(Data extracted from a collection)
###
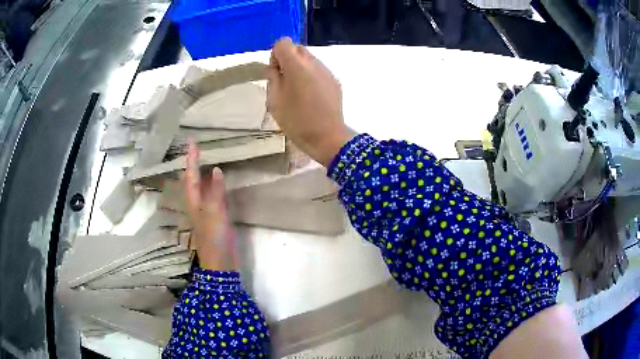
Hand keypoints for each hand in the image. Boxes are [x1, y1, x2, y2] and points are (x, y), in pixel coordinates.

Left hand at [185, 140, 238, 270]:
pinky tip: (220, 182)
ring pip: (203, 187)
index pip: (191, 175)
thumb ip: (216, 192)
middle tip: (197, 148)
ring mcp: (207, 211)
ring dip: (203, 173)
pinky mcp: (216, 217)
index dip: (191, 158)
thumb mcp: (214, 213)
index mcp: (194, 201)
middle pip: (193, 180)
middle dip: (193, 164)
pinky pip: (214, 196)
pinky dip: (215, 185)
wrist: (220, 263)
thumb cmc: (214, 238)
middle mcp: (198, 204)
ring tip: (206, 159)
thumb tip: (217, 169)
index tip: (191, 141)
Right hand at [266, 37, 352, 167]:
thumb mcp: (274, 100)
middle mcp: (314, 63)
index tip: (276, 72)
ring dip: (300, 67)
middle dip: (288, 59)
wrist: (327, 137)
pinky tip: (310, 96)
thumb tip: (275, 66)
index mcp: (297, 66)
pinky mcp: (335, 81)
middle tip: (285, 81)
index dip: (276, 55)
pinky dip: (311, 76)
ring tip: (298, 91)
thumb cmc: (296, 121)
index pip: (283, 42)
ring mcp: (327, 71)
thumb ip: (272, 77)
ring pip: (309, 59)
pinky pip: (319, 70)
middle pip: (297, 48)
###
**What you are asked to do**
Reprint exactly the lines above that start at the one with "pinky tip: (310, 96)" and end at the one with "thumb ip: (272, 77)", keeping both and adding none.

**Task response**
pinky tip: (310, 96)
thumb tip: (275, 66)
index mcp: (297, 66)
pinky mcp: (335, 81)
middle tip: (285, 81)
index dip: (276, 55)
pinky dip: (311, 76)
ring tip: (298, 91)
thumb cmc: (296, 121)
index pip: (283, 42)
ring mcp: (327, 71)
thumb ip: (272, 77)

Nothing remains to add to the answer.